### INFORMATION GIVEN
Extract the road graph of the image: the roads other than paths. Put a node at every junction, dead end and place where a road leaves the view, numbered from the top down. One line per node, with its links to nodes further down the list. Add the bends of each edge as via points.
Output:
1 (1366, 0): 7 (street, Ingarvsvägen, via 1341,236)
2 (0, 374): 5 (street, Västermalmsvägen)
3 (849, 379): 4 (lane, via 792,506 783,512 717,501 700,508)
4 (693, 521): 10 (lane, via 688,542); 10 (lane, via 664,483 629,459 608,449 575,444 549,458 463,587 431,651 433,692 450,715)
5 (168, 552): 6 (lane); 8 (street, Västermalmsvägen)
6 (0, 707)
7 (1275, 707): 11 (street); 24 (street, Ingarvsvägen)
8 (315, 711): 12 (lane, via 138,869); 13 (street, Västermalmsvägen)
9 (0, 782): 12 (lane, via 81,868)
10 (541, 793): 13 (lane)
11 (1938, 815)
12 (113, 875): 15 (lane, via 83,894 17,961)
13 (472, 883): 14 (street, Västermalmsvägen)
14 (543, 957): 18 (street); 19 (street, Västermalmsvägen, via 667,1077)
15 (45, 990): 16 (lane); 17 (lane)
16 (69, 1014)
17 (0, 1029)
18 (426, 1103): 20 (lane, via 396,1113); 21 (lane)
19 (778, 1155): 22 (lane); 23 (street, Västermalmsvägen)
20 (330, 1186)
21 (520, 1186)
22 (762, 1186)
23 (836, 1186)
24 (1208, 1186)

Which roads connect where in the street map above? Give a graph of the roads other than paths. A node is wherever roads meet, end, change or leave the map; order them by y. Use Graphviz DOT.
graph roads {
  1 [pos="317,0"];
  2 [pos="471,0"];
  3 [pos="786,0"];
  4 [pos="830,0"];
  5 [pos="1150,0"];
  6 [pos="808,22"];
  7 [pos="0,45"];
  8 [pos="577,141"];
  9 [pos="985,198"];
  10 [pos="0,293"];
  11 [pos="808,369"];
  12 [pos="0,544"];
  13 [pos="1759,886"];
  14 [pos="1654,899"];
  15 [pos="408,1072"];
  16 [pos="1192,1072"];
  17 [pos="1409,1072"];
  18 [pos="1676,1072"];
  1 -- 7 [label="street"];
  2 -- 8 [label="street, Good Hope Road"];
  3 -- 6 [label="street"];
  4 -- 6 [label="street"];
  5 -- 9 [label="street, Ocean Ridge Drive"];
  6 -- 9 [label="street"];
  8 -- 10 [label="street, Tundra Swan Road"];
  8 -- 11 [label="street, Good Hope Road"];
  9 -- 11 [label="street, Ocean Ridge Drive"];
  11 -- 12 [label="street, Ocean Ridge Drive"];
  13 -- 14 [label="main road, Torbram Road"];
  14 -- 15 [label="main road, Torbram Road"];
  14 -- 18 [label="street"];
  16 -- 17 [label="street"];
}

### TASK PROMPT
Please output every record exactly as it appears.

### FINAL ANSWER
Extract the road graph of the image: the roads other than paths. Put a node at every junction, dead end and place where a road leaves the view, numbered from the top down. One line per node, with its links to nodes further down the list. Add the bends of each edge as via points.
Output:
1 (1366, 0): 7 (street, Ingarvsvägen, via 1341,236)
2 (0, 374): 5 (street, Västermalmsvägen)
3 (849, 379): 4 (lane, via 792,506 783,512 717,501 700,508)
4 (693, 521): 10 (lane, via 688,542); 10 (lane, via 664,483 629,459 608,449 575,444 549,458 463,587 431,651 433,692 450,715)
5 (168, 552): 6 (lane); 8 (street, Västermalmsvägen)
6 (0, 707)
7 (1275, 707): 11 (street); 24 (street, Ingarvsvägen)
8 (315, 711): 12 (lane, via 138,869); 13 (street, Västermalmsvägen)
9 (0, 782): 12 (lane, via 81,868)
10 (541, 793): 13 (lane)
11 (1938, 815)
12 (113, 875): 15 (lane, via 83,894 17,961)
13 (472, 883): 14 (street, Västermalmsvägen)
14 (543, 957): 18 (street); 19 (street, Västermalmsvägen, via 667,1077)
15 (45, 990): 16 (lane); 17 (lane)
16 (69, 1014)
17 (0, 1029)
18 (426, 1103): 20 (lane, via 396,1113); 21 (lane)
19 (778, 1155): 22 (lane); 23 (street, Västermalmsvägen)
20 (330, 1186)
21 (520, 1186)
22 (762, 1186)
23 (836, 1186)
24 (1208, 1186)

Which roads connect where in the street map above? Give a graph of the roads other than paths. A node is wherever roads meet, end, change or leave the map; order them by y. Use Graphviz DOT.
graph roads {
  1 [pos="317,0"];
  2 [pos="471,0"];
  3 [pos="786,0"];
  4 [pos="830,0"];
  5 [pos="1150,0"];
  6 [pos="808,22"];
  7 [pos="0,45"];
  8 [pos="577,141"];
  9 [pos="985,198"];
  10 [pos="0,293"];
  11 [pos="808,369"];
  12 [pos="0,544"];
  13 [pos="1759,886"];
  14 [pos="1654,899"];
  15 [pos="408,1072"];
  16 [pos="1192,1072"];
  17 [pos="1409,1072"];
  18 [pos="1676,1072"];
  1 -- 7 [label="street"];
  2 -- 8 [label="street, Good Hope Road"];
  3 -- 6 [label="street"];
  4 -- 6 [label="street"];
  5 -- 9 [label="street, Ocean Ridge Drive"];
  6 -- 9 [label="street"];
  8 -- 10 [label="street, Tundra Swan Road"];
  8 -- 11 [label="street, Good Hope Road"];
  9 -- 11 [label="street, Ocean Ridge Drive"];
  11 -- 12 [label="street, Ocean Ridge Drive"];
  13 -- 14 [label="main road, Torbram Road"];
  14 -- 15 [label="main road, Torbram Road"];
  14 -- 18 [label="street"];
  16 -- 17 [label="street"];
}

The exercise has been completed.